Hanna also appeared on Fox News' The Kelly File last night, saying that the murder rate increased while Mosby’s office did nothing. “As a prosecutor she is weak, as a CEO she is wasteful. And as a lawyer, she unfortunately just doesn’t know the law,” Hanna told Fox. “Those three things, combined with her inexperience, have really created an untenable situation.”
An article in the Sun this morning, titled "Attack on Mosby is misleading and unfair," counters Hanna's op-ed. Julie Drake, also a former Baltimore City prosecutor and division chief, writes that Hanna's claims do not provide clear evidence and are therefore misleading.
Addressing Hanna's criticism of Mosby's decision to charge the police officers with the death of Freddie Gray, which Hanna said fueled Baltimore's surge in crime because officers are now afraid to act aggressively, Drake writes: "However, even if the charges were determined to have a chilling effect on the police, that would be irrelevant to Ms. Mosby's duty as a prosecutor. Her most important ethical responsibility is to do justice. Assuming Mosby followed the dictates of her conscience with respect to each of the charges, she satisfied her most important obligation."
Hogan Stands by Top Housing Official Despite Remarks On Lead Poisoning
According to the Washington Post, Governor Larry Hogan is standing by Kenneth Holt, the secretary of Housing and Community Development who suggested that mothers might intentionally poison their children with lead in order to get free housing. Holt made the controversial remarks at the Maryland Association of Counties summer conference on Friday. The Post reports that Holt issued an apology the next day, and on Monday the agency released a statement that the secretary would not step down — despite a call from 30 Democrats to resign.

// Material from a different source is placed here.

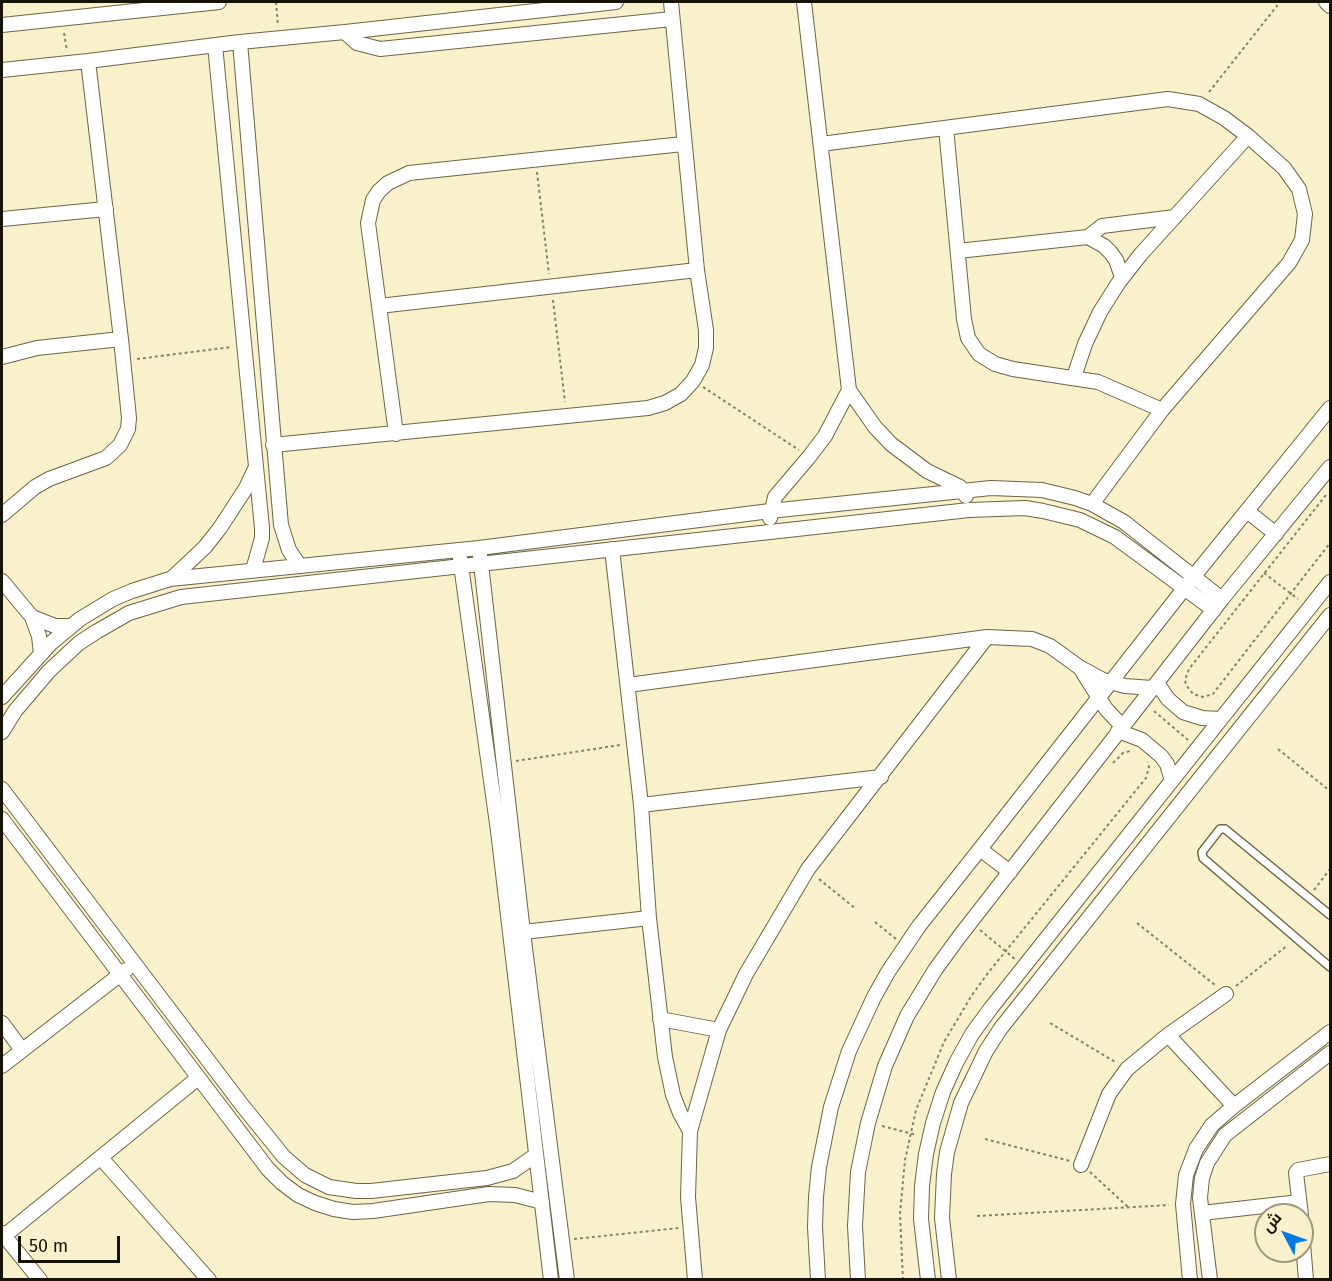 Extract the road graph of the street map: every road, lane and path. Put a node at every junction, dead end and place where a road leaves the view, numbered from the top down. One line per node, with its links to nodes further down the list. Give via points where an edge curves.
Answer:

Ravens Security Director On Trial for Sexual Assault
The trial for Darren Sanders, director of security for the Baltimore Ravens, is underway. A jury was picked yesterday. Sanders has been accused of groping a female worker last year after a game at M&T Bank Stadium. Sanders is denying the allegations and has pleaded not guilty to a fourth-degree sex offense and second-degree assault charges.
City Seeking Bids For Trash Can Program
Baltimore is seeking bids for a citywide trash can program. Under the plan, Mayor Stephanie Rawlings-Blake says the city is looking to purchase 210,000 of the heavy duty, 64-gallon cans with attached lids and wheels. Every eligible household will get one free-of-charge. She says a pilot program last year resulted in a 75 percent reduction in rat extermination calls and fewer injuries to workers.
New White House Initiative On Heroin Abuse Will Help Baltimore
The Office of National Drug Control Policy announced yesterday that it will spend about $5 million dollars to reduce the trafficking, distribution and use of heroin in high-trafficking areas, including in Baltimore and Washington, D.C. The initiative aims to help addicts get treatment, as well as locate where the drug is coming from and who is dealing it. More than 190 people in Baltimore died from heroin overdose last year and nearly 600 died statewide, an increase of 25 percent.
O's Double Up A's, Complete Sweep
Chris Tillman fired seven innings of two-run ball to help guide the Orioles past the A's, 4-2, and complete a four-game sweep at Camden Yards. Tillman improved to 9-and-7 with the win, while Zach Britton closed the door on his 29th save. Steve Clevenger belted a three-run homer and Caleb Joseph added an RBI double to help the O's move to 61-and-56.